Saved entries:
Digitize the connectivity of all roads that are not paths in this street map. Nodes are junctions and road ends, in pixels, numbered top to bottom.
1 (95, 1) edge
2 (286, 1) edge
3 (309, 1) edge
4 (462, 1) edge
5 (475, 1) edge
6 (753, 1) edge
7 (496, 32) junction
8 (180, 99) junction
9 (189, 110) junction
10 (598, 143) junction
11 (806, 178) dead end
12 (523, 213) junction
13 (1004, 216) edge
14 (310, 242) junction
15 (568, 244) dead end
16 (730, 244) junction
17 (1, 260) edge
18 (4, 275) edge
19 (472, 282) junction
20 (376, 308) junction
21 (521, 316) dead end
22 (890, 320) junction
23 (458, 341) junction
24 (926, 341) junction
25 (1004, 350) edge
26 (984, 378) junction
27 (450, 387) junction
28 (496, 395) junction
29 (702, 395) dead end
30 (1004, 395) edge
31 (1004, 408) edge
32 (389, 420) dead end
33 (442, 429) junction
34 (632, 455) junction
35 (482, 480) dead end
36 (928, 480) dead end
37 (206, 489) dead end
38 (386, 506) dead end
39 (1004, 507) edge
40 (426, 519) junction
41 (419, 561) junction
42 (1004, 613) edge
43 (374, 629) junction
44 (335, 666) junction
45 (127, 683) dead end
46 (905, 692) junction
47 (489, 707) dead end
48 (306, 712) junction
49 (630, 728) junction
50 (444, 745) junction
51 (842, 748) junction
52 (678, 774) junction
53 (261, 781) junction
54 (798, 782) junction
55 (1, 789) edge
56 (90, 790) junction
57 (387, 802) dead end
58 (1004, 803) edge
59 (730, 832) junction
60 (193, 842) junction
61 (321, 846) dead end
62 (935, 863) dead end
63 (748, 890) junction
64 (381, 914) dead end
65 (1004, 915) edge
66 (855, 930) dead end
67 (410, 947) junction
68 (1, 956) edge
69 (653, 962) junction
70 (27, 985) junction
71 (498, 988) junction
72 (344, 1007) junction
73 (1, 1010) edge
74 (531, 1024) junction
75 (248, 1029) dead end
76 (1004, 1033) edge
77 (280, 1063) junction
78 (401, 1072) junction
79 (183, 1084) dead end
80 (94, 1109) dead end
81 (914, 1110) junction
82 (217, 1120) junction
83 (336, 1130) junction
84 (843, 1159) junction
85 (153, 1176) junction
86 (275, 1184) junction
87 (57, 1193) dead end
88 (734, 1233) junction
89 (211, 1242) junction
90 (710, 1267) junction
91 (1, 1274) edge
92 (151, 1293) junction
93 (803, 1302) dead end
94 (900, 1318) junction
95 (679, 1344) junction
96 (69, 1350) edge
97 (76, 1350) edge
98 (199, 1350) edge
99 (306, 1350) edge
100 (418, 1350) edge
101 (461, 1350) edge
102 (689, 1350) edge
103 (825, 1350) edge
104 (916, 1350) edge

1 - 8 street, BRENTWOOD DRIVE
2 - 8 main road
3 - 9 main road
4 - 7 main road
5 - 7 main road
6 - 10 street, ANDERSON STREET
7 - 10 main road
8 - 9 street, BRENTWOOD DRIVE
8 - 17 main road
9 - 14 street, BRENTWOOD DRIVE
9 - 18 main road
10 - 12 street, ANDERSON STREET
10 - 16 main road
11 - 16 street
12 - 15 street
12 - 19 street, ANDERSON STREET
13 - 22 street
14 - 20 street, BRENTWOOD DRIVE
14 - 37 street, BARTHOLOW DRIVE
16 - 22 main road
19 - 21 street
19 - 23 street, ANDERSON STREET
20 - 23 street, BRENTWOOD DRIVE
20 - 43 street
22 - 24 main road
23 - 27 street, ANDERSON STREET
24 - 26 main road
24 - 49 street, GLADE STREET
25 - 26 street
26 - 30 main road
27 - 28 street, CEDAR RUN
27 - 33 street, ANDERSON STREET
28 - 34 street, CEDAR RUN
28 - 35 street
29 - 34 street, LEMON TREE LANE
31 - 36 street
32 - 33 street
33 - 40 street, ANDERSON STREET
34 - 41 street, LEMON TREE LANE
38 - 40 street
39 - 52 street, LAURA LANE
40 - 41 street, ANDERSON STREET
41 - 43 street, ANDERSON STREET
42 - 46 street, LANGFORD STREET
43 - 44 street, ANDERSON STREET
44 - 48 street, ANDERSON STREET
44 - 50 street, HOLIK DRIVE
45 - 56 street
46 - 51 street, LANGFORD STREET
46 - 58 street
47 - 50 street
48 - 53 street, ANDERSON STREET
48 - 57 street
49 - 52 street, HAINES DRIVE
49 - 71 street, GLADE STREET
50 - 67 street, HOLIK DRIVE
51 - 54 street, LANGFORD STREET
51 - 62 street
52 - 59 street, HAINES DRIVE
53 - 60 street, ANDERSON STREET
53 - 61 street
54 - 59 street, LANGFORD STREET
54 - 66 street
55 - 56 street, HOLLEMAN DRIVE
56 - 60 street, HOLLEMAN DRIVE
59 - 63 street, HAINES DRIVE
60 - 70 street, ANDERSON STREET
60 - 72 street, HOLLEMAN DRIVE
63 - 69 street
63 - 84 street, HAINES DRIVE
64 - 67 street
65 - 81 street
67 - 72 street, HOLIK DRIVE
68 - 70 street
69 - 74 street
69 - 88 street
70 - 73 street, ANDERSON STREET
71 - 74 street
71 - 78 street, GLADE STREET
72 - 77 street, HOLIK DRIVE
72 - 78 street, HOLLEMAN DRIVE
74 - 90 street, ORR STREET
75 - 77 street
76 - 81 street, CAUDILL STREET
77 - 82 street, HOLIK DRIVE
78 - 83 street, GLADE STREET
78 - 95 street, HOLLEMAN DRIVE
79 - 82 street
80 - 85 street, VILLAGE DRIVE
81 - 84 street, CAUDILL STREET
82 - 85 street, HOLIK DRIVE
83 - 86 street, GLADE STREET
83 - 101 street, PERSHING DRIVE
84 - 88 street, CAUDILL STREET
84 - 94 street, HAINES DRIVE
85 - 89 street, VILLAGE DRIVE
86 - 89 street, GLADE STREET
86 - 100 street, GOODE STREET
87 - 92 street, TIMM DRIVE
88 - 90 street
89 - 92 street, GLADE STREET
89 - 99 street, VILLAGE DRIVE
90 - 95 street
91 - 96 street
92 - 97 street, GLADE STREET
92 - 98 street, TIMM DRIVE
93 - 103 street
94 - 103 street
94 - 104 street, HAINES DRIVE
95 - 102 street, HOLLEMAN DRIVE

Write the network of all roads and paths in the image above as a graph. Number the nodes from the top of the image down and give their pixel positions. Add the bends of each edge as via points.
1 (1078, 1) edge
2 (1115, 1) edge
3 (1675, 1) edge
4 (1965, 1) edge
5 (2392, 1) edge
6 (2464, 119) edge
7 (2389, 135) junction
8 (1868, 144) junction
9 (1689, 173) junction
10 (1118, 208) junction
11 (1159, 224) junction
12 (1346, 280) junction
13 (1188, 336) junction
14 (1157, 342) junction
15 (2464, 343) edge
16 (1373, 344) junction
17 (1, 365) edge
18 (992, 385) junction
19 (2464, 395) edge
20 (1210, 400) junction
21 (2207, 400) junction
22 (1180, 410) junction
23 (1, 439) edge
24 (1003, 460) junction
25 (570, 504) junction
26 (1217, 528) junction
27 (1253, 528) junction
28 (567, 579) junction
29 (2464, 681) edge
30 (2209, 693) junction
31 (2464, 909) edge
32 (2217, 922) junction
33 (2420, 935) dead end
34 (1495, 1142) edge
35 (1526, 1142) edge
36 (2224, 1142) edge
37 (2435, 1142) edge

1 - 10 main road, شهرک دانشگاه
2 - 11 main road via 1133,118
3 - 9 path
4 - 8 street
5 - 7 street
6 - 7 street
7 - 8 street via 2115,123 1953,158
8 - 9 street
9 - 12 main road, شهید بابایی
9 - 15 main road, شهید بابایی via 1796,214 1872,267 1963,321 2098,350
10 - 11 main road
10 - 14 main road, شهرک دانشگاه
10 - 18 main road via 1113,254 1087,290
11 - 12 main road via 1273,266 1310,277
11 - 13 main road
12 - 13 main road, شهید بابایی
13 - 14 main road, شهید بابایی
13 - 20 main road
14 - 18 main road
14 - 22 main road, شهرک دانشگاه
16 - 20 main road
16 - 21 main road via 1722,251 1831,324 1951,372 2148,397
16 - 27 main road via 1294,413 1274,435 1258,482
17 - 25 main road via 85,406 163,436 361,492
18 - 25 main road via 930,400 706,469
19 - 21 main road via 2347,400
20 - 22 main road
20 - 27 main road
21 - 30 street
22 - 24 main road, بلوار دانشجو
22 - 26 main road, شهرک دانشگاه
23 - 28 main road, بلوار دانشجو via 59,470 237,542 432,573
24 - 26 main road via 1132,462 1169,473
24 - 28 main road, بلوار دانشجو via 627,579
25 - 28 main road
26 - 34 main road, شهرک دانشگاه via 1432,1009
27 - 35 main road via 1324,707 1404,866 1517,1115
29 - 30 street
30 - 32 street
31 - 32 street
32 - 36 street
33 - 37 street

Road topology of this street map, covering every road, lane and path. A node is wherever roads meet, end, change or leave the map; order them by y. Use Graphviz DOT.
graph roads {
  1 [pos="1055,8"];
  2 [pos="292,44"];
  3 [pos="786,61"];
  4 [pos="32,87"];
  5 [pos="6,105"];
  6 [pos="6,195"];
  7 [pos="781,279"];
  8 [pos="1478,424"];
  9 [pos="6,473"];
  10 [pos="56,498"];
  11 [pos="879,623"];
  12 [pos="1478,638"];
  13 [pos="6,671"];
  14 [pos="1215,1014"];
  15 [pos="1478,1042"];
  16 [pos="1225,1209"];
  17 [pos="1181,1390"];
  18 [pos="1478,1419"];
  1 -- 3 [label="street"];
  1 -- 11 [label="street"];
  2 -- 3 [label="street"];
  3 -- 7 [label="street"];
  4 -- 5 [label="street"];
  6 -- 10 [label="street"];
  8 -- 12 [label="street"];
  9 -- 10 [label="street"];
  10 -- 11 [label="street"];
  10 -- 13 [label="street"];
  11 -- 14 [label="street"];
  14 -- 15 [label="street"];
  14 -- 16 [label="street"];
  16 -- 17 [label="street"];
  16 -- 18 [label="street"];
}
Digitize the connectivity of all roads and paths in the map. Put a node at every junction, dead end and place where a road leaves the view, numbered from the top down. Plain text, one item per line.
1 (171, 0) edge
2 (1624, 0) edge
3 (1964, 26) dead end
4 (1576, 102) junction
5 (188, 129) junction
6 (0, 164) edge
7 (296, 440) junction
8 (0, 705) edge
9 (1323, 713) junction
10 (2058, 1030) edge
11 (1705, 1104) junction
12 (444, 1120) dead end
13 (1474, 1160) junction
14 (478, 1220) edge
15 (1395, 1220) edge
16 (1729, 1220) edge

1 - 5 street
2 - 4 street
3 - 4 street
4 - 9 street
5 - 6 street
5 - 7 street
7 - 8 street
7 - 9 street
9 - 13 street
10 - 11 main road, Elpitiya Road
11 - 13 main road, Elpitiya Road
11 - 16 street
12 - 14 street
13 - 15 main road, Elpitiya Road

» WORK TASK:
Which of the lines above include the string "from"? Pick them out and copy them.

» OUTPUT OF THE TASK:
Write the network of all roads and paths in the image above as a graph. Number the nodes from the top of the image down and give their pixel positions. Add the bends of each edge as via points.
Digitize the connectivity of all roads and paths in the map. Put a node at every junction, dead end and place where a road leaves the view, numbered from the top down. Plain text, one item per line.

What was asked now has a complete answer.